Rating: Summary: An American Tale As Told By Richard Wright. Review: To limit Richard Wright's autobiography to accounts of racism in the South during the 30's and 40's is overlook the fact that Richard Wright was more than just an African American author, he was novelist, essayist and political analyst whose prose still has bearing on topics of cultural identity and personal identity, topics we still deal with today. Racism seems to be issue with an immortal lifespan because everytime we're on the verge of giving it the death blow, we walk away and pretend that we've killed it by ignoring it.
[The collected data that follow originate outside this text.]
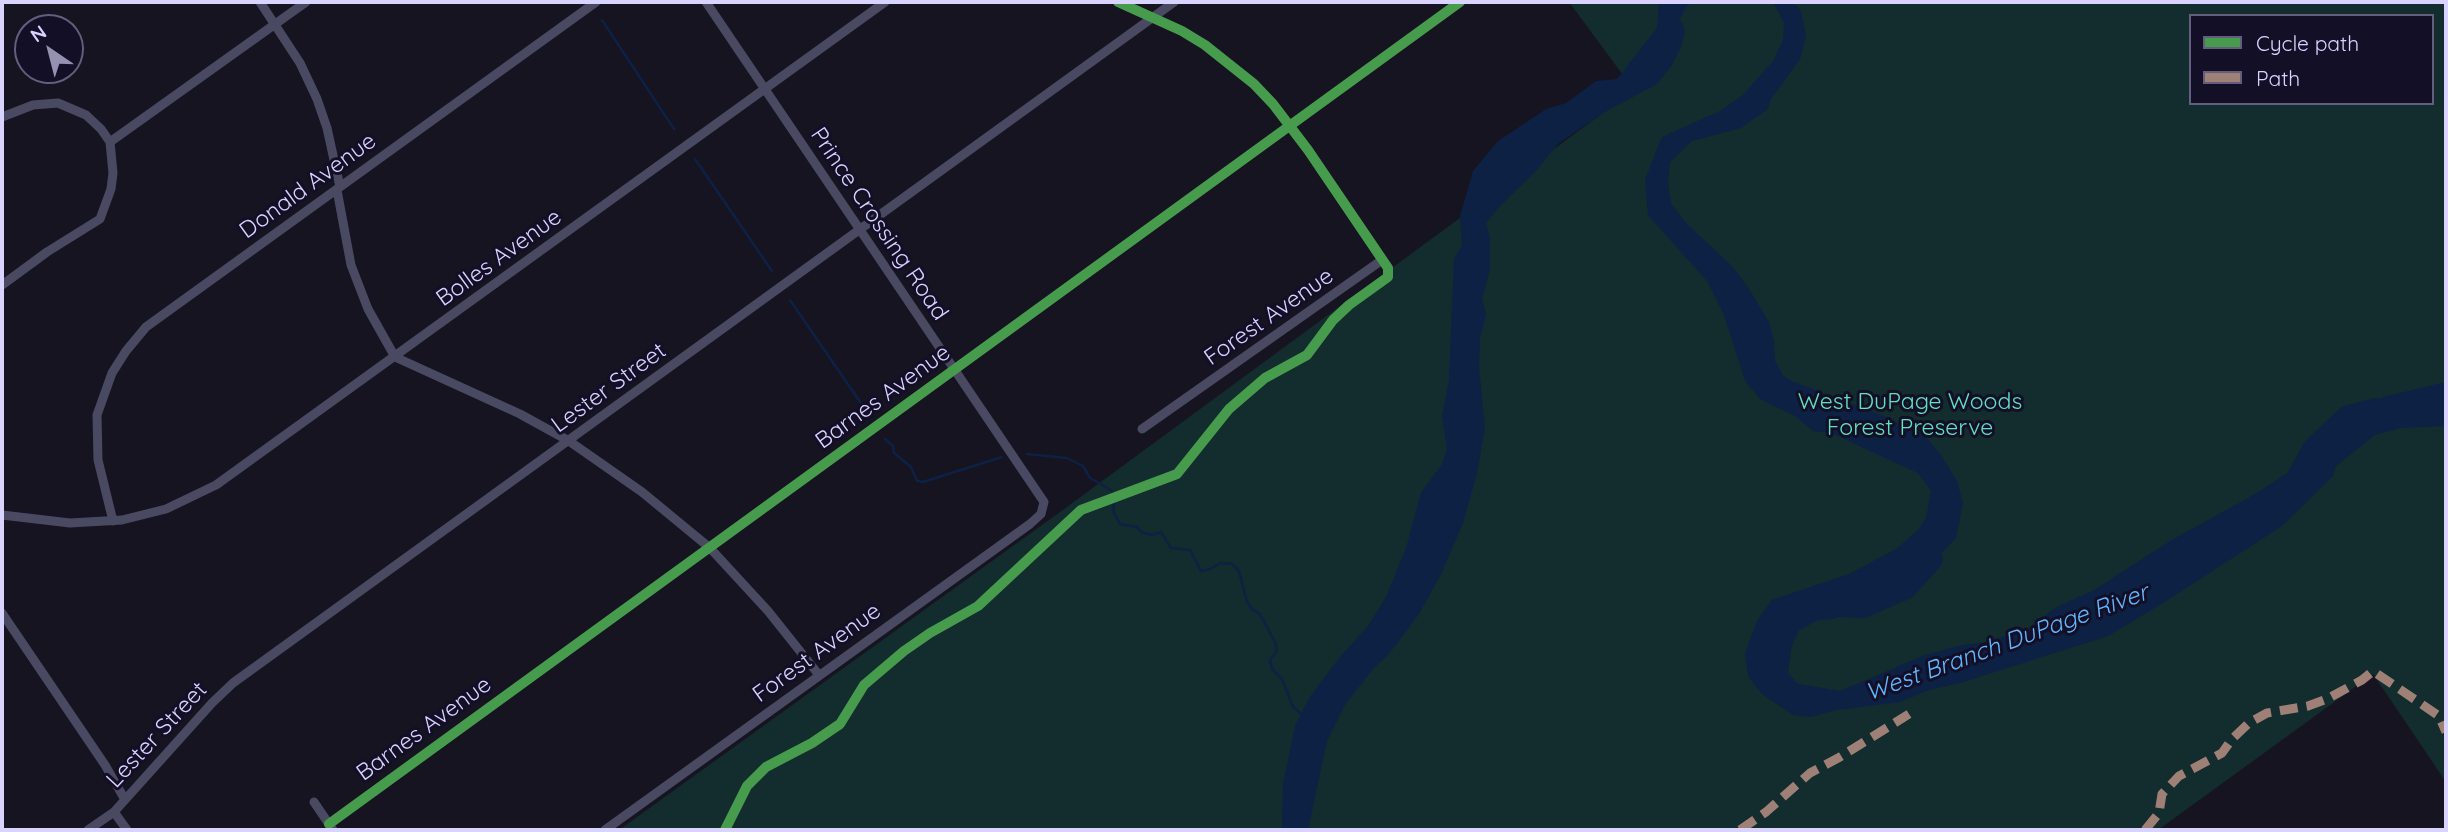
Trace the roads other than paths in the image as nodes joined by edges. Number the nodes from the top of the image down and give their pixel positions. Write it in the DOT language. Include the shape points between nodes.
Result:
graph roads {
  1 [pos="260,2"];
  2 [pos="306,2"];
  3 [pos="596,2"];
  4 [pos="706,2"];
  5 [pos="885,2"];
  6 [pos="1118,2"];
  7 [pos="1174,2"];
  8 [pos="1460,2"];
  9 [pos="1152,18"];
  10 [pos="275,24"];
  11 [pos="765,89"];
  12 [pos="2,117"];
  13 [pos="1290,127"];
  14 [pos="110,142"];
  15 [pos="339,188"];
  16 [pos="860,230"];
  17 [pos="2,285"];
  18 [pos="395,357"];
  19 [pos="955,371"];
  20 [pos="1142,429"];
  21 [pos="569,441"];
  22 [pos="1044,502"];
  23 [pos="2,515"];
  24 [pos="117,521"];
  25 [pos="710,548"];
  26 [pos="2,613"];
  27 [pos="819,675"];
  28 [pos="124,797"];
  29 [pos="314,802"];
  30 [pos="114,811"];
  31 [pos="331,827"];
  32 [pos="88,830"];
  33 [pos="127,830"];
  34 [pos="605,830"];
  1 -- 10 [label="street"];
  2 -- 10 [label="street"];
  3 -- 15 [label="street, Donald Avenue"];
  4 -- 11 [label="street, Prince Crossing Road"];
  5 -- 11 [label="street, Bolles Avenue"];
  6 -- 9 [label="street"];
  7 -- 9 [label="street, Lester Street"];
  8 -- 13 [label="street, Barnes Avenue"];
  9 -- 13 [label="street" via="1182,31 1231,64"];
  9 -- 16 [label="street, Lester Street"];
  10 -- 14 [label="street"];
  10 -- 15 [label="street" via="317,99"];
  11 -- 16 [label="street, Prince Crossing Road"];
  11 -- 18 [label="street, Bolles Avenue"];
  12 -- 14 [label="street" via="33,105 58,103 86,116"];
  13 -- 19 [label="street, Barnes Avenue"];
  13 -- 20 [label="street, Forest Avenue" via="1382,260"];
  14 -- 17 [label="street" via="111,189 100,219"];
  15 -- 18 [label="street" via="355,275"];
  15 -- 24 [label="street, Donald Avenue" via="146,327 126,351 107,383 97,415 100,473"];
  16 -- 19 [label="street, Prince Crossing Road"];
  16 -- 21 [label="street, Lester Street"];
  18 -- 21 [label="street" via="497,402"];
  18 -- 24 [label="street, Bolles Avenue" via="216,485 166,509"];
  19 -- 22 [label="street, Prince Crossing Road"];
  19 -- 25 [label="street, Barnes Avenue"];
  21 -- 25 [label="street" via="642,492"];
  21 -- 28 [label="street, Lester Street" via="233,684"];
  22 -- 27 [label="street, Forest Avenue" via="1041,514 1030,524"];
  23 -- 24 [label="street, Bolles Avenue" via="70,523"];
  25 -- 27 [label="street"];
  25 -- 31 [label="street, Barnes Avenue"];
  26 -- 28 [label="street"];
  27 -- 34 [label="street, Forest Avenue"];
  28 -- 30 [label="street, Lester Street"];
  29 -- 31 [label="street"];
  30 -- 32 [label="street, Lester Street"];
  30 -- 33 [label="street"];
}
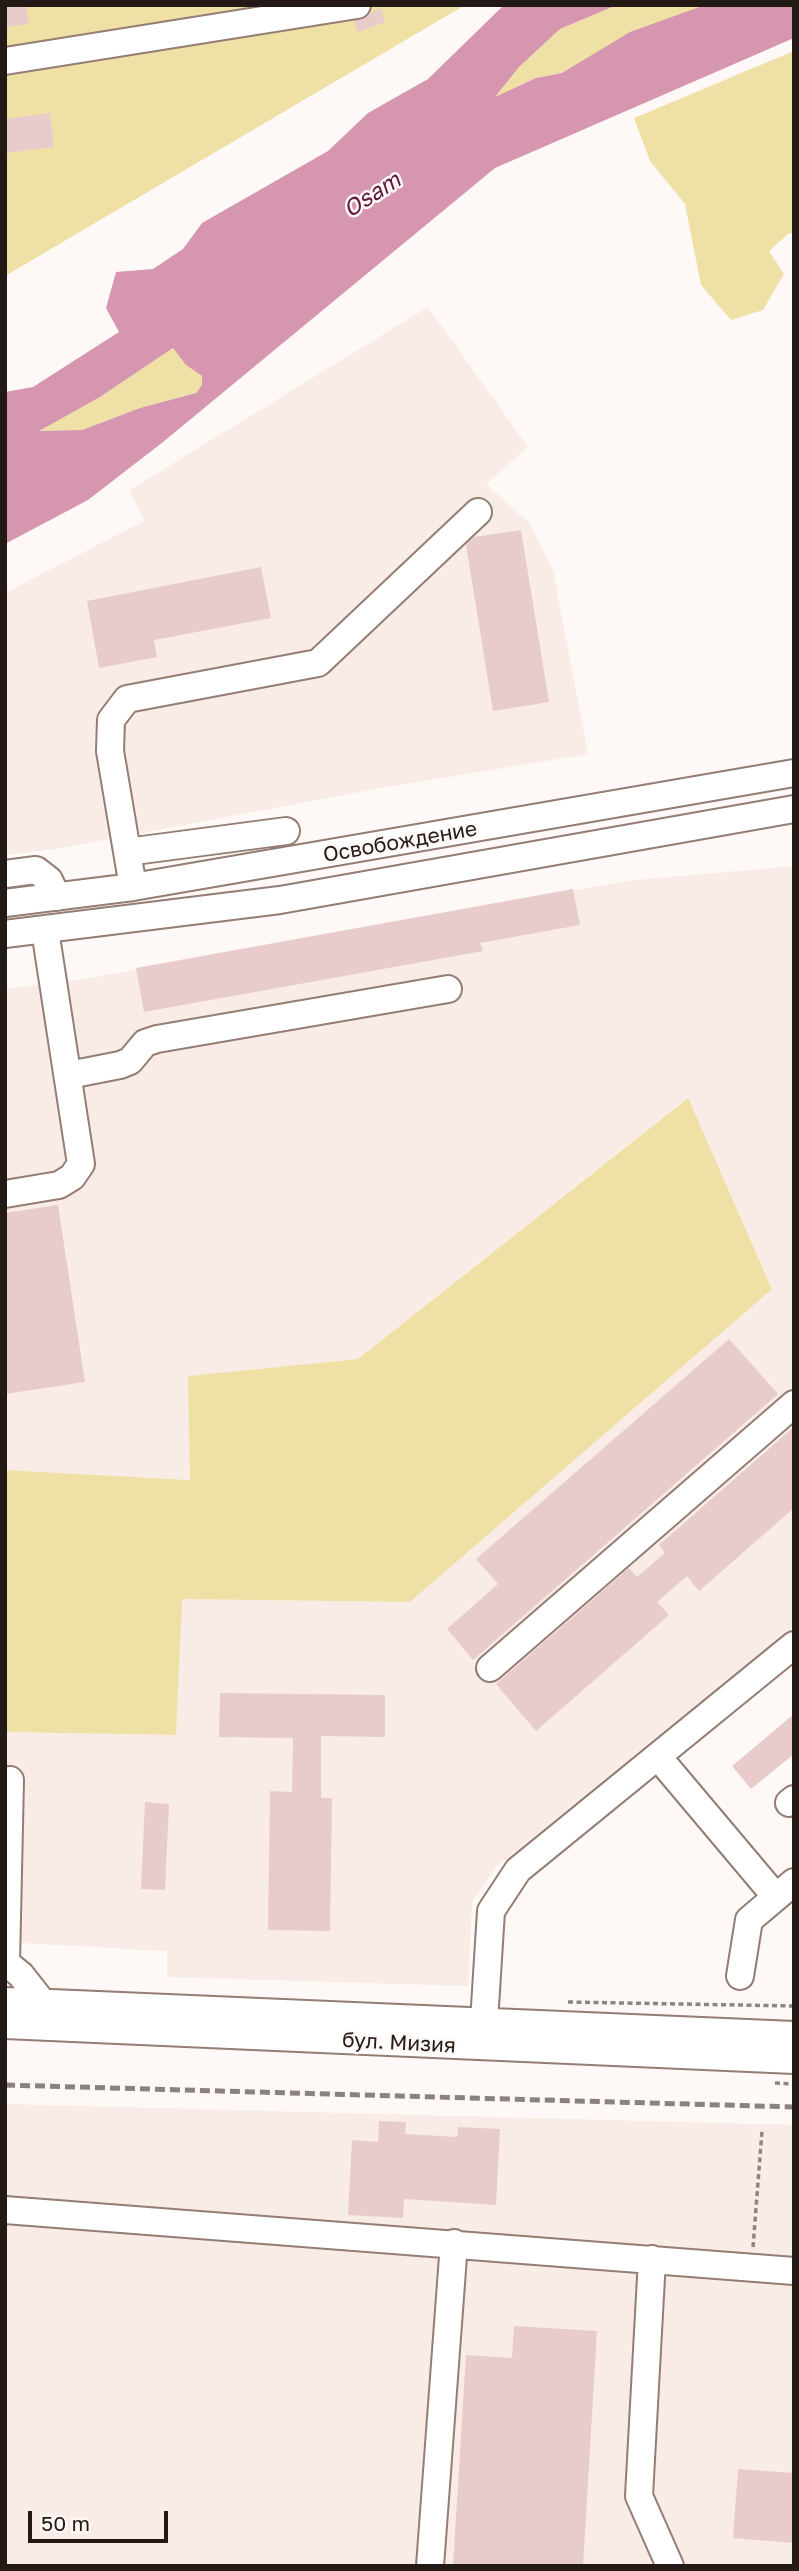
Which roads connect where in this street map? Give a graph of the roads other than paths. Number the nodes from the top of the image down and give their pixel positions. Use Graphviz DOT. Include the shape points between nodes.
graph roads {
  1 [pos="356,5"];
  2 [pos="5,61"];
  3 [pos="478,512"];
  4 [pos="794,773"];
  5 [pos="794,809"];
  6 [pos="286,831"];
  7 [pos="127,852"];
  8 [pos="5,874"];
  9 [pos="133,887"];
  10 [pos="57,897"];
  11 [pos="5,903"];
  12 [pos="44,929"];
  13 [pos="5,934"];
  14 [pos="448,989"];
  15 [pos="69,1075"];
  16 [pos="5,1194"];
  17 [pos="794,1404"];
  18 [pos="794,1645"];
  19 [pos="490,1668"];
  20 [pos="659,1758"];
  21 [pos="10,1780"];
  22 [pos="785,1890"];
  23 [pos="5,1963"];
  24 [pos="740,1976"];
  25 [pos="5,2001"];
  26 [pos="43,2003"];
  27 [pos="5,2025"];
  28 [pos="483,2034"];
  29 [pos="794,2035"];
  30 [pos="794,2060"];
  31 [pos="5,2210"];
  32 [pos="454,2243"];
  33 [pos="652,2259"];
  34 [pos="794,2271"];
  35 [pos="430,2566"];
  36 [pos="670,2566"];
  1 -- 2 [label="street"];
  3 -- 7 [label="street" via="318,663 127,699 111,720 110,751"];
  4 -- 9 [label="street, Освобождение"];
  5 -- 12 [label="street, Освобождение" via="279,900"];
  6 -- 7 [label="street"];
  7 -- 9 [label="street"];
  8 -- 10 [label="street" via="36,870 49,880"];
  9 -- 10 [label="street, Освобождение"];
  10 -- 11 [label="street, Освобождение"];
  12 -- 13 [label="street, Освобождение"];
  12 -- 15 [label="street"];
  14 -- 15 [label="street" via="157,1039 145,1043 130,1061"];
  15 -- 16 [label="street" via="81,1164 59,1185"];
  17 -- 19 [label="street"];
  18 -- 20 [label="street"];
  20 -- 22 [label="street"];
  20 -- 28 [label="street" via="518,1870 491,1911"];
  21 -- 23 [label="street"];
  22 -- 24 [label="street" via="749,1920"];
  23 -- 26 [label="street"];
  25 -- 26 [label="street, бул. Мизия"];
  26 -- 28 [label="street, бул. Мизия"];
  27 -- 28 [label="street, бул. Мизия"];
  28 -- 29 [label="street, бул. Мизия"];
  28 -- 30 [label="street, бул. Мизия"];
  31 -- 32 [label="street"];
  32 -- 33 [label="street"];
  32 -- 35 [label="street"];
  33 -- 34 [label="street"];
  33 -- 36 [label="street" via="639,2496"];
}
There are issues of identity and individualty in Black Boy that even provokes questions of victim status among those who are quick to claim that they have been racially discriminated against (Damon Cross from The Outsider for example). I've read this book twice and I am the process of reading it again. Richard's childhood was sheer hell, I mean his grandmother was psychotic!! He was from a dysfunctional family, Well there's a smorgasborg of issues going on with him in the beginning. His failed hopes and dreams. However I really enjoyed reading about his trials in Chicago. I recently went to Chicago for the first time and I felt like I knew the place. His time with the Communist Party was especially interesting. It was like he was battling for his individualty. He ultimately leaves the Communist Party after it is made clear to him that he was being used as were many of the poor blacks who were in the Communist Party ranks as tokens. Very good read! Should be required reading!